Nationwide, Barneys stores will have Chillin’ Out hangtags and gift wrap, Chillin’ Out holiday gift cards, Chillin’ Out specials at store restaurants and Chillin’ Out merchandising in print mailers and online. Chillin’ Out marshmallows on sticks, covered in white chocolate and coconut, will be given to shoppers each weekend.
While it is important that the windows reach even larger audiences digitally through online extensions and social media courtship, bringing crowds to the actual store remains a priority. Creating a destination “is potentially more important than ever,” said Mark Lee, the Barneys chief executive. “E-commerce and the digital world continues to boom, so to have a reason to visit the physical store, that is an important driver today.”
Though many executives drew a line between the art of window display and the science of commerce, Mr. Freedman believes that the right window leads to sales. “I absolutely do, 100 percent,” he said. “The reason you come in — you either go to our competition or you go here — is because it feels right.
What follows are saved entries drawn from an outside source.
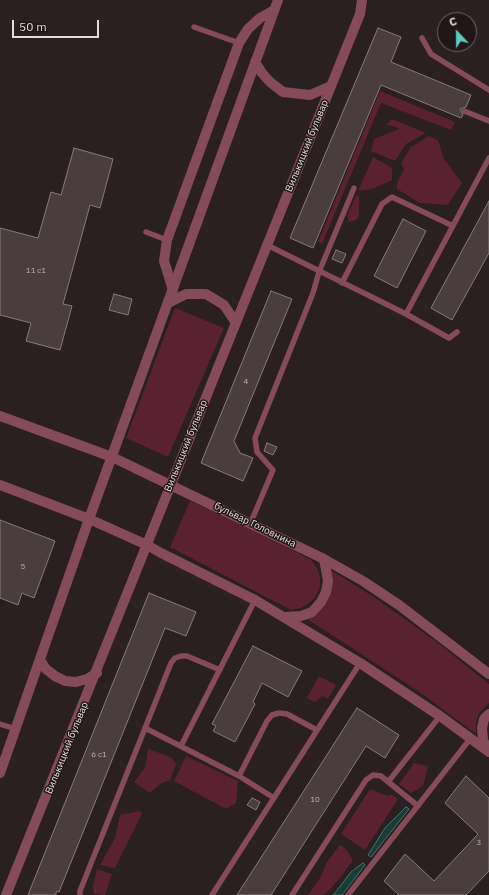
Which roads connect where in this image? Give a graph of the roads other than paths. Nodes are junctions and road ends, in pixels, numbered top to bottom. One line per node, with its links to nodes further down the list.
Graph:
1 (278, 0): 3 (street)
2 (362, 0): 8 (street, Вилькицкий бульвар)
3 (274, 10): 6 (street); 7 (street)
4 (194, 27): 6 (lane)
5 (422, 38): 9 (lane)
6 (239, 43): 16 (street)
7 (255, 62): 8 (street); 20 (street)
8 (331, 86): 17 (street, Вилькицкий бульвар)
9 (489, 90)
10 (464, 111): 11 (lane)
11 (489, 122)
12 (489, 158): 14 (lane)
13 (354, 188): 18 (lane)
14 (453, 226): 19 (lane); 22 (lane)
15 (146, 232): 16 (lane)
16 (167, 240): 20 (street)
17 (267, 245): 18 (lane); 23 (street, Вилькицкий бульвар)
18 (319, 272): 19 (lane); 30 (lane)
19 (342, 283): 22 (lane)
20 (173, 290): 21 (street)
21 (168, 303): 23 (street); 26 (street)
22 (406, 314): 24 (lane)
23 (236, 323): 28 (street, Вилькицкий бульвар)
24 (457, 332)
25 (0, 416): 26 (street, бульвар Головнина)
26 (112, 456): 28 (street, бульвар Головнина); 29 (street)
27 (0, 485): 29 (street)
28 (171, 485): 30 (street, бульвар Головнина); 31 (street, Вилькицкий бульвар)
29 (89, 518): 31 (street); 35 (street)
30 (252, 522): 32 (street, бульвар Головнина)
31 (147, 545): 33 (street); 38 (street, Вилькицкий бульвар)
32 (324, 559): 34 (street); 39 (street, бульвар Головнина)
33 (256, 600): 34 (street); 37 (lane)
34 (284, 617): 36 (street)
35 (40, 660): 38 (street); 44 (street)
36 (360, 663): 41 (street); 45 (lane)
37 (220, 670): 43 (lane); 47 (lane)
38 (97, 673): 54 (street, Вилькицкий бульвар)
39 (489, 674)
40 (489, 714): 48 (street)
41 (440, 716): 46 (street); 51 (lane)
42 (0, 724): 44 (lane)
43 (145, 728): 47 (lane); 55 (lane)
44 (16, 729): 49 (street)
45 (317, 730): 50 (lane); 52 (lane)
46 (470, 739): 48 (street); 53 (lane)
47 (181, 746): 50 (lane)
48 (488, 751)
49 (0, 773)
50 (239, 776): 52 (lane)
51 (388, 782): 53 (lane); 57 (lane)
52 (274, 798): 56 (lane)
53 (418, 806): 58 (lane)
54 (6, 894)
55 (80, 895)
56 (212, 895)
57 (292, 895)
58 (348, 895)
You walk in here and you relate to it.”
None of the retailers interviewed would share specific holiday numbers, but the ends, they suggested, justified the means.
“There’s a commercial element that makes it a viable way to spend our marketing dollars, for sure,” said Mr. Metrick of Saks, calling the holiday season “the biggest opportunity of the year.” A few days later, the company shut down a stretch of Fifth Avenue to inaugurate the first Winter Palace light show (it will continue every evening until Jan. 10) with fireworks and a 200-member chorus.
In the name of secrecy and the least possible traffic hindrance, the team tested the show in 4 a.m. run-throughs in the days before its start. A crowd of V.I.P.s, press and passers-by watched from across Fifth, sipping cocoa; a much larger group tuned in via an Internet live stream.
The night it was revealed, temperatures hovered in the 30s, and Mr. Metrick gave a short speech thanking his team and their partners, as the last major set of department-store windows after more than week of unveilings up and down the avenue were about to be seen.
Then he added the grace note: “I wouldn’t be a retailer if I didn’t remind everyone that after the show, the store is open.”